Recall that we also asked participants to rate the expressions on perceived anger since disgust is often seen as also reflecting anger to some degree. Indeed, expressions of disgust were rated as angrier (M = 4.04; SD = 1.56, CI95% 3.73; 4.36) than all other expressions with happiness seeming least angry (M = 1.24; SD = 1.67, CI95% 0.92; 1.58) and sadness (M = 2.27; SD = 1.81, CI95% 1.94; 2.64) and neutrality (M = 2.56; SD = 1.81, CI95% 2.2; 2.93) rated equally in-between. Finally, neutral expressions were rated as most neutral (M = 4.06; SD = 1.61, CI95% 1.17; 1.76) with sadness (M = 1.15; SD = 1.68, CI95% 0.91; 1.53) rated similarly to disgust (M = 0.98; SD = 1.40, CI95% 0.7; 1.26); happiness (M = 1.47; SD = 1.54, CI95% 1.17; 1.76) was seen as somewhat more neutral than disgust. A significant main effect also emerged for gender, F(1,403) = 4.31, p = 0.039, ηp2 = 0.01, such that women seemed somewhat sadder (M = 2.7; SD = 2, CI95% 2.54; 3.03) then men (M = 2.44; SD = 2.16, CI95% 2.21; 2.66). Overall, all expressions were perceived as intended. Further, as expected, expressions of disgust were perceived as reflecting a moderate level of anger.

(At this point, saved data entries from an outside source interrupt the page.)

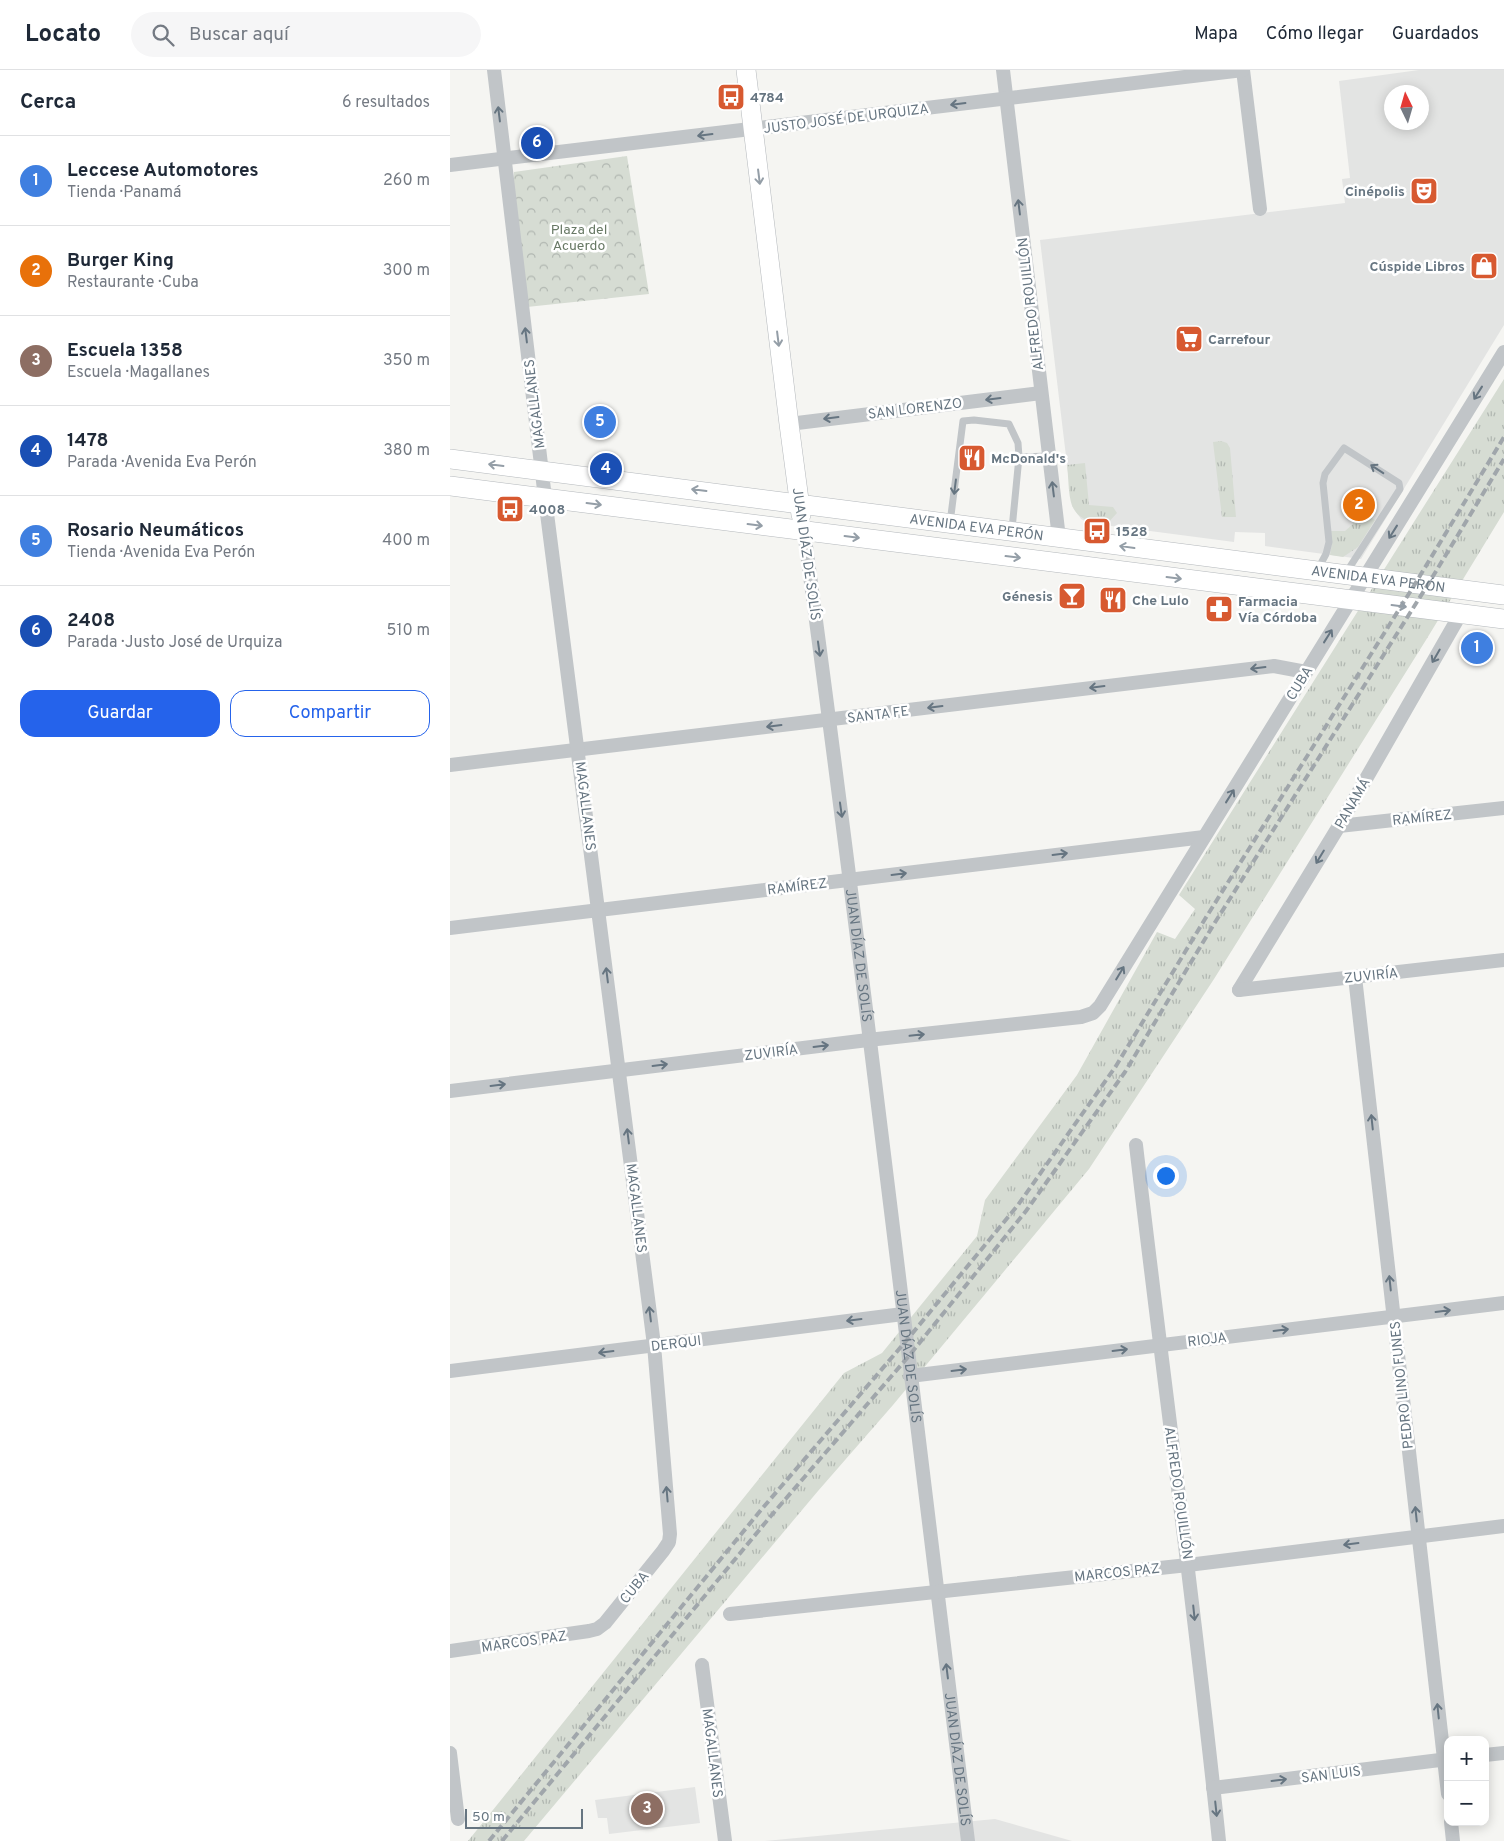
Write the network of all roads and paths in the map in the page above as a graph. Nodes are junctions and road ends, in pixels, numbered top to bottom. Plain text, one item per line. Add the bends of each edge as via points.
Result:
1 (494, 70) edge
2 (746, 70) edge
3 (1003, 70) edge
4 (1243, 70) edge
5 (1006, 98) junction
6 (753, 129) junction
7 (504, 159) junction
8 (450, 165) edge
9 (1260, 209) dead end
10 (1504, 352) edge
11 (1041, 393) junction
12 (789, 424) junction
13 (1049, 456) junction
14 (1019, 457) junction
15 (450, 459) edge
16 (542, 470) junction
17 (450, 486) edge
18 (546, 498) junction
19 (800, 503) junction
20 (950, 524) junction
21 (804, 531) junction
22 (1012, 532) junction
23 (1059, 538) junction
24 (1317, 572) junction
25 (1344, 575) junction
26 (1365, 578) junction
27 (1504, 595) edge
28 (1351, 600) junction
29 (1460, 613) junction
30 (1504, 619) edge
31 (1306, 672) junction
32 (829, 720) junction
33 (578, 750) junction
34 (450, 765) edge
35 (1504, 808) edge
36 (1339, 826) junction
37 (1204, 837) junction
38 (850, 880) junction
39 (599, 910) junction
40 (450, 928) edge
41 (1504, 960) edge
42 (1356, 976) junction
43 (1239, 990) joint
44 (1093, 1013) joint
45 (868, 1040) junction
46 (620, 1070) junction
47 (450, 1091) edge
48 (1136, 1145) dead end
49 (1504, 1303) edge
50 (903, 1314) junction
51 (1394, 1317) junction
52 (654, 1345) junction
53 (1159, 1345) junction
54 (450, 1371) edge
55 (910, 1376) junction
56 (1504, 1526) edge
57 (1419, 1536) junction
58 (669, 1542) joint
59 (1188, 1564) junction
60 (937, 1592) junction
61 (730, 1614) dead end
62 (597, 1629) joint
63 (450, 1651) edge
64 (702, 1665) dead end
65 (1444, 1743) edge
66 (450, 1752) edge
67 (1504, 1753) edge
68 (1489, 1755) edge
69 (1444, 1760) edge
70 (1213, 1788) junction
71 (458, 1819) dead end
72 (1451, 1826) edge
73 (724, 1841) edge
74 (968, 1841) edge
75 (1219, 1841) edge
76 (1453, 1841) edge

7 -> 1 street, MAGALLANES
2 - 6 main road, JUAN DÍAZ DE SOLÍS
3 - 5 street, ALFREDO ROUILLÓN
4 - 5 street, JUSTO JOSÉ DE URQUIZA
4 - 9 street
5 -> 6 street, JUSTO JOSÉ DE URQUIZA
11 -> 5 street, ALFREDO ROUILLÓN
6 -> 7 street, JUSTO JOSÉ DE URQUIZA
6 -> 12 main road, JUAN DÍAZ DE SOLÍS
7 - 8 street, JUSTO JOSÉ DE URQUIZA
16 -> 7 street, MAGALLANES
10 -> 26 street, CUBA
11 -> 12 street, SAN LORENZO
11 - 13 street, ALFREDO ROUILLÓN
12 - 19 main road, JUAN DÍAZ DE SOLÍS
13 - 14 lane
23 -> 13 street, ALFREDO ROUILLÓN
14 -> 20 lane via 1018,443 1009,424 963,422
14 - 22 lane
16 -> 15 main road, AVENIDA EVA PERÓN
16 - 18 street, MAGALLANES
19 -> 16 main road, AVENIDA EVA PERÓN
17 - 18 main road, AVENIDA EVA PERÓN
18 -> 21 main road, AVENIDA EVA PERÓN
18 - 33 street, MAGALLANES
19 - 20 main road, AVENIDA EVA PERÓN
19 - 21 main road, JUAN DÍAZ DE SOLÍS
20 - 22 main road, AVENIDA EVA PERÓN
21 -> 28 main road, AVENIDA EVA PERÓN
21 -> 32 street, JUAN DÍAZ DE SOLÍS
22 - 23 main road, AVENIDA EVA PERÓN
24 -> 23 main road, AVENIDA EVA PERÓN
24 - 25 main road, AVENIDA EVA PERÓN
25 -> 24 lane via 1400,488 1399,483 1344,448 1325,474 1323,483 1328,542
25 - 26 main road, AVENIDA EVA PERÓN
26 - 27 main road, AVENIDA EVA PERÓN
26 - 28 street, CUBA
28 -> 29 main road, AVENIDA EVA PERÓN
31 -> 28 street, CUBA
29 - 30 main road, AVENIDA EVA PERÓN
29 -> 36 street, PANAMÁ
31 -> 32 street, SANTA FE via 1274,666
37 -> 31 street, CUBA
32 -> 33 street, SANTA FE
32 -> 38 street, JUAN DÍAZ DE SOLÍS
33 - 34 street, SANTA FE
33 - 39 street, MAGALLANES
35 - 36 street, RAMÍREZ
36 -> 43 street, PANAMÁ
38 -> 37 street, RAMÍREZ
44 -> 37 street, CUBA
38 - 39 street, RAMÍREZ
38 - 45 street, JUAN DÍAZ DE SOLÍS
39 - 40 street, RAMÍREZ
46 -> 39 street, MAGALLANES
41 - 42 street, ZUVIRÍA
42 - 43 street, ZUVIRÍA
51 -> 42 street, PEDRO LINO FUNES
45 -> 44 street, ZUVIRÍA
46 -> 45 street, ZUVIRÍA
45 - 50 street, JUAN DÍAZ DE SOLÍS
47 -> 46 street, ZUVIRÍA
52 -> 46 street, MAGALLANES
48 - 53 street, ALFREDO ROUILLÓN
51 -> 49 street, RIOJA
50 -> 52 street, DERQUI
50 - 55 street, JUAN DÍAZ DE SOLÍS
53 -> 51 street, RIOJA
57 -> 51 street, PEDRO LINO FUNES
52 -> 54 street, DERQUI
58 -> 52 street, MAGALLANES
55 -> 53 street, RIOJA
53 - 59 street, ALFREDO ROUILLÓN
55 - 60 street, JUAN DÍAZ DE SOLÍS
56 - 57 street, MARCOS PAZ
57 -> 59 street, MARCOS PAZ
65 -> 57 street, PEDRO LINO FUNES
58 - 62 street, CUBA
59 - 60 street, MARCOS PAZ
59 -> 70 street, ALFREDO ROUILLÓN
60 - 61 street, MARCOS PAZ
74 -> 60 street, JUAN DÍAZ DE SOLÍS
62 - 63 street, MARCOS PAZ
64 - 73 street, MAGALLANES
66 - 71 street
67 - 68 street
70 -> 69 street, SAN LUIS
70 -> 75 street, ALFREDO ROUILLÓN
72 - 76 street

Perceived Willingness to Engage in Risky Behaviors
As in Study 1, we first assessed the internal consistency of each of the subscales of the modified DSOPERT that we used in our study. Scores ranged from α = 0.71 to α = 0.86 (αsocial = 0.71, αrecreational = 0.86, αfinancial = 0.8, αhealth/safety = 0.83, and, αethical = 0.84, for the social, recreational, financial, health and safety, and ethical domains, respectively). Thus, the scale showed adequate reliability.
As for Study 1, we conducted a series of two-way ANOVAs with emotion expression (disgust, sadness, happiness, and neutral) and gender (male and female) as between-subjects factors and ratings of perceived generalized risk propensity and risk-taking in each risk domain as dependent variables. As shown in Figure 1 and Table 3, a main effect of emotions emerged for the generalized risk propensity and for all risk domains except for the financial domain. For generalized risk, post-hoc tests (p < 0.05, see Table 3), showed that we replicated the findings from Study 1 in that participants perceived the sad person as less inclined to take risks relative to persons in any other condition. The happy person was judged to be more inclined to take risks than the neutral person but not more than the disgusted person. The latter conditions were not significantly different.

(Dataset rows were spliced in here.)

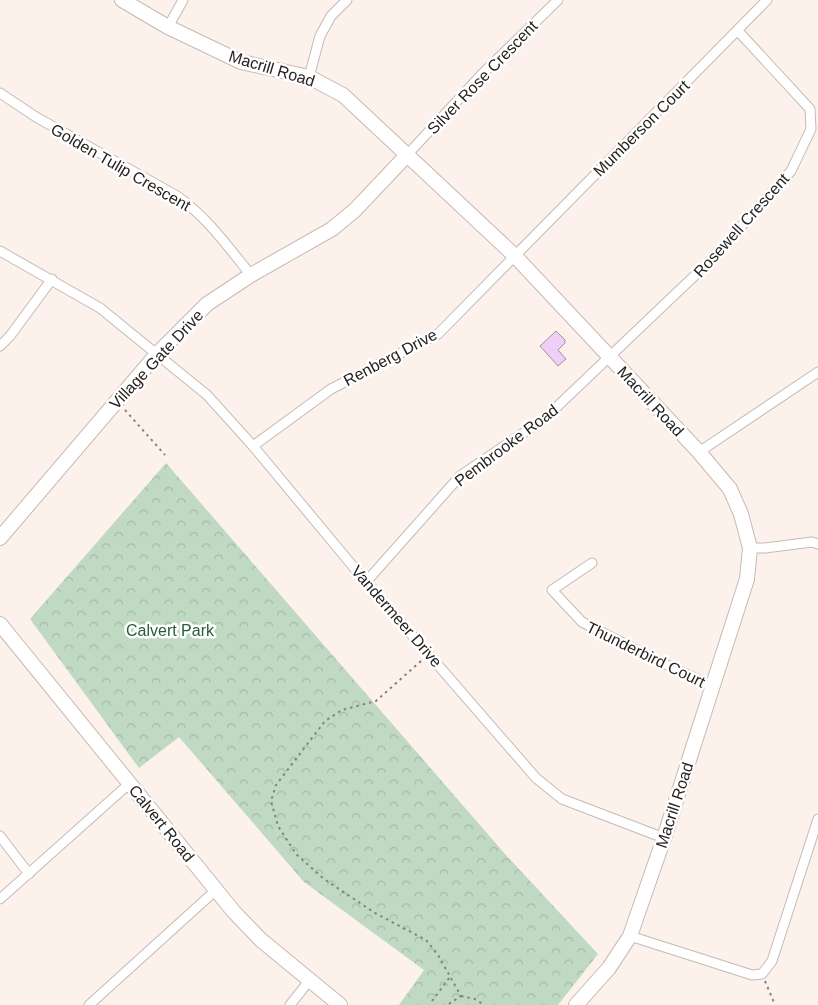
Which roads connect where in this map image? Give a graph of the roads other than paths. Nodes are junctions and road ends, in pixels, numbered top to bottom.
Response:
1 (122, 0) edge
2 (183, 0) edge
3 (347, 0) edge
4 (558, 0) edge
5 (767, 0) edge
6 (168, 27) junction
7 (738, 31) junction
8 (309, 77) junction
9 (0, 93) edge
10 (408, 155) junction
11 (0, 251) edge
12 (514, 255) junction
13 (251, 275) junction
14 (52, 279) junction
15 (0, 346) edge
16 (157, 354) junction
17 (610, 357) junction
18 (818, 372) edge
19 (253, 446) junction
20 (698, 452) junction
21 (0, 538) edge
22 (818, 544) edge
23 (750, 548) junction
24 (592, 563) dead end
25 (366, 582) junction
26 (0, 624) edge
27 (712, 686) junction
28 (130, 784) junction
29 (818, 819) edge
30 (0, 836) edge
31 (664, 838) junction
32 (29, 874) junction
33 (216, 890) junction
34 (0, 899) edge
35 (630, 936) junction
36 (309, 980) junction
37 (89, 1005) edge
38 (290, 1005) edge
39 (340, 1005) edge
40 (576, 1005) edge

1 - 6 street, Macrill Road
2 - 6 street
3 - 8 street
4 - 10 street, Silver Rose Crescent
5 - 7 street, Mumberson Court
6 - 8 street, Macrill Road
7 - 12 street, Mumberson Court
7 - 17 street, Rosewell Crescent
8 - 10 street, Macrill Road
9 - 13 street, Golden Tulip Crescent
10 - 12 street, Macrill Road
10 - 13 street, Village Gate Drive
11 - 14 street
12 - 17 street, Macrill Road
12 - 19 street, Renberg Drive
13 - 16 street, Village Gate Drive
14 - 15 street
14 - 16 street
16 - 19 street, Vandermeer Drive
16 - 21 street, Village Gate Drive
17 - 20 street, Macrill Road
17 - 25 street, Pembrooke Road
18 - 20 street
19 - 25 street, Vandermeer Drive
20 - 23 street, Macrill Road
22 - 23 street
23 - 27 street, Macrill Road
24 - 27 street, Thunderbird Court
25 - 31 street, Vandermeer Drive
26 - 28 street, Calvert Road
27 - 31 street, Macrill Road
28 - 32 street
28 - 33 street, Calvert Road
29 - 35 street
30 - 32 street
31 - 35 street, Macrill Road
32 - 34 street
33 - 36 street, Calvert Road
33 - 37 street
35 - 40 street, Macrill Road
36 - 38 street
36 - 39 street, Calvert Road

Figure 1. Means and standard errors for perceptions of willingness to take risks as a function of emotion expression for each risk domain – Study 2.
Table 3. Perceptions of the willingness to take risks as a function of emotion expression for each risk domain – Study 2.
Turning to the ratings of perceived risk-taking willingness in each risk domain, as in Study 1, expressions of sadness made the person seem least likely to engage in risky behavior in the social and recreational domains. On the other hand, in Study 1 for the social domain, this was the case only for men; in Study 2, this was the case for both men and women.
However, unlike in Study 1, sadness did not have an effect on the perceived likelihood to engage in risks in the financial domain. This was the case for all emotional expressions in this study. Given this generalization of all emotions, we suspect that at the time we conducted the study, some real-world event suggested that this was a bad time to take financial risks and that this information overrode the effect of the emotional expression.
Disgust reduced perceived risk proneness relative to neutrality only for the recreational domain. For all other domains, ratings were similar to those in the neutral expression condition. That disgust did not have an effect on health and safety risks seems to contradict the notion that the function of disgust is to avoid contamination (Tybur et al., 2013; Tybur and Lieberman, 2016; Sparks et al., 2018). However, the health and safety related scale items were not related to risks associated with contamination. Rather, they were about risking one’s health or safety by using illegal drugs, excessive alcohol drinking, engaging in unprotected sex, not wearing a seatbelt while being in a car, or a helmet when riding a motorcycle, or sun exposure without sunscreen. Also, as noted above, disgust expressions were also rated as showing considerable anger, and in Study 1 anger expressions also had no impact on perceived risk-taking likelihood in the health and safety domain relative to neutrality. Further, the failure to find an effect of disgust for the ethical domain speaks against its possible function in this context as suggested by Tybur et al. (2013).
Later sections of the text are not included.